Overall, total construction spending – which includes both residential and nonresidential – was 2.7 percent higher in April 2010, making it the third consecutive monthly increase, but was down 10.5 percent compared to the same period one year ago.
“The US Census report represents a reversal of numerous trends,” said Associated Builders and Contractors Chief Economist Anirban Basu. “In recent quarters, nonresidential construction spending has been fueled by publicly-financed projects, many of them in the transportation category. However, in April, transportation-related spending was essentially flat, an indication that the impact of stimulus spending in that category may have peaked and that other nonresidential construction segments will need to expand if the overall construction industry’s momentum is to continue.
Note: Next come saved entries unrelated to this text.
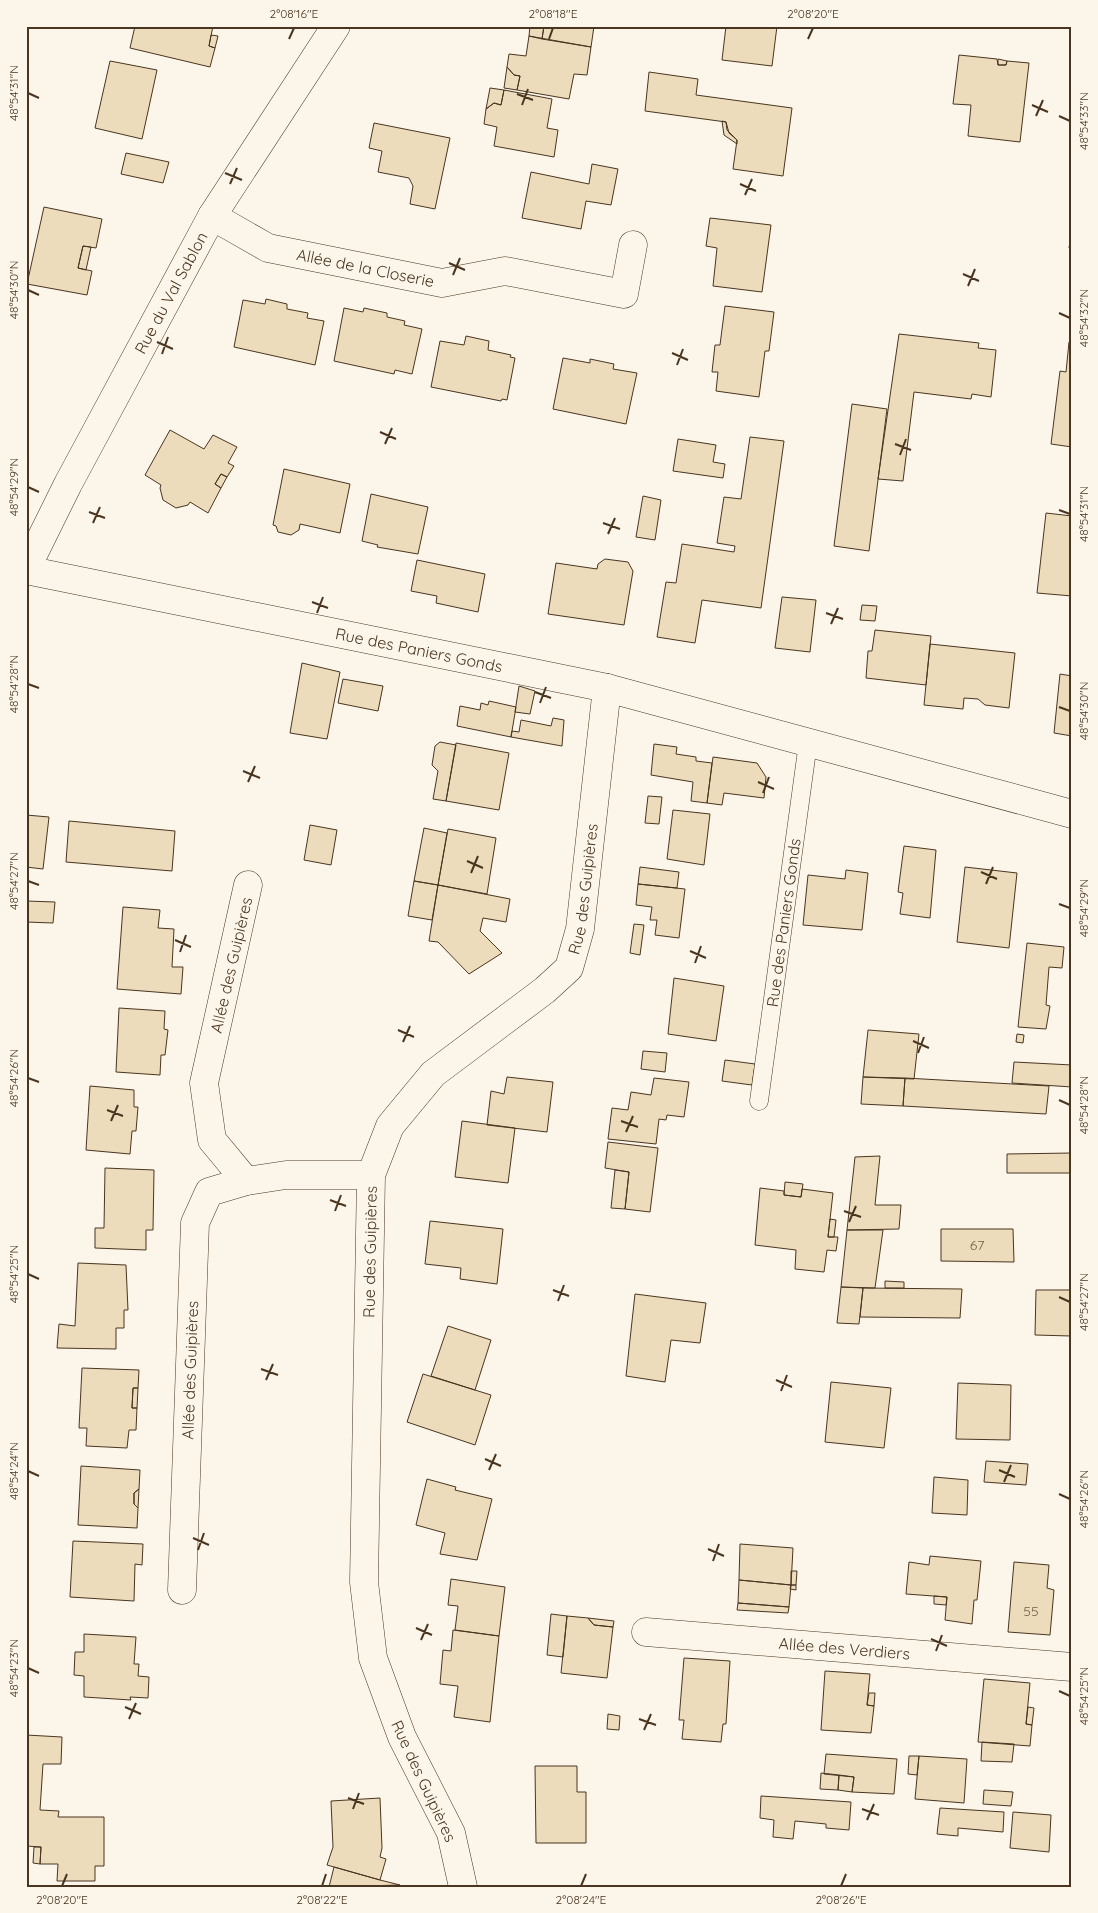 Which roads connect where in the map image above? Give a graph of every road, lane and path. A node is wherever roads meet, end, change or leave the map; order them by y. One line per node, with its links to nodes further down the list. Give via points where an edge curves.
1 (336, 26): 2 (street, Rue du Val Sablon)
2 (212, 216): 3 (street, Allée de la Closerie, via 268,248 442,283 506,271 624,294); 4 (street, Rue du Val Sablon, via 68,484)
3 (633, 245)
4 (26, 570): 5 (street, Rue des Paniers Gonds)
5 (607, 688): 6 (street, Rue des Paniers Gonds); 10 (street, Rue des Guipières, via 580,929 569,968 545,990 433,1074 390,1126)
6 (808, 743): 7 (street, Rue des Paniers Gonds); 9 (lane, Rue des Paniers Gonds)
7 (1072, 814)
8 (248, 885): 11 (street, Allée des Guipières, via 204,1082 212,1140)
9 (759, 1101)
10 (371, 1175): 11 (street, Allée des Guipières, via 286,1175); 15 (street, Rue des Guipières, via 364,1582 373,1658 402,1737 451,1833)
11 (246, 1182): 12 (street, Allée des Guipières, via 209,1192 195,1223)
12 (182, 1590)
13 (646, 1632): 14 (street, Allée des Verdiers)
14 (1072, 1667)
15 (462, 1887)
“On a year-over-year basis, the nonresidential segments that have expanded are all closely tied to the stimulus package passed in February of 2009. These are transportation, conservation and development and highway/street construction,” said Basu.
“The generally upbeat report also highlighted several vulnerabilities that remain. For example, conventional wisdom suggests that state and local government-financed construction will decline going forward as lower levels of government seek to shrink their collective balance sheets,” Basu said. “This is consistent with observed monthly declines in spending in the education and public safety categories.
Privately-financed construction also remains generally weak, with lodging related construction down approximately 60 percent on a year-over-year basis. This indicates that the construction industry has a way to go before fully recovering to activity levels seen before the economic downturn.”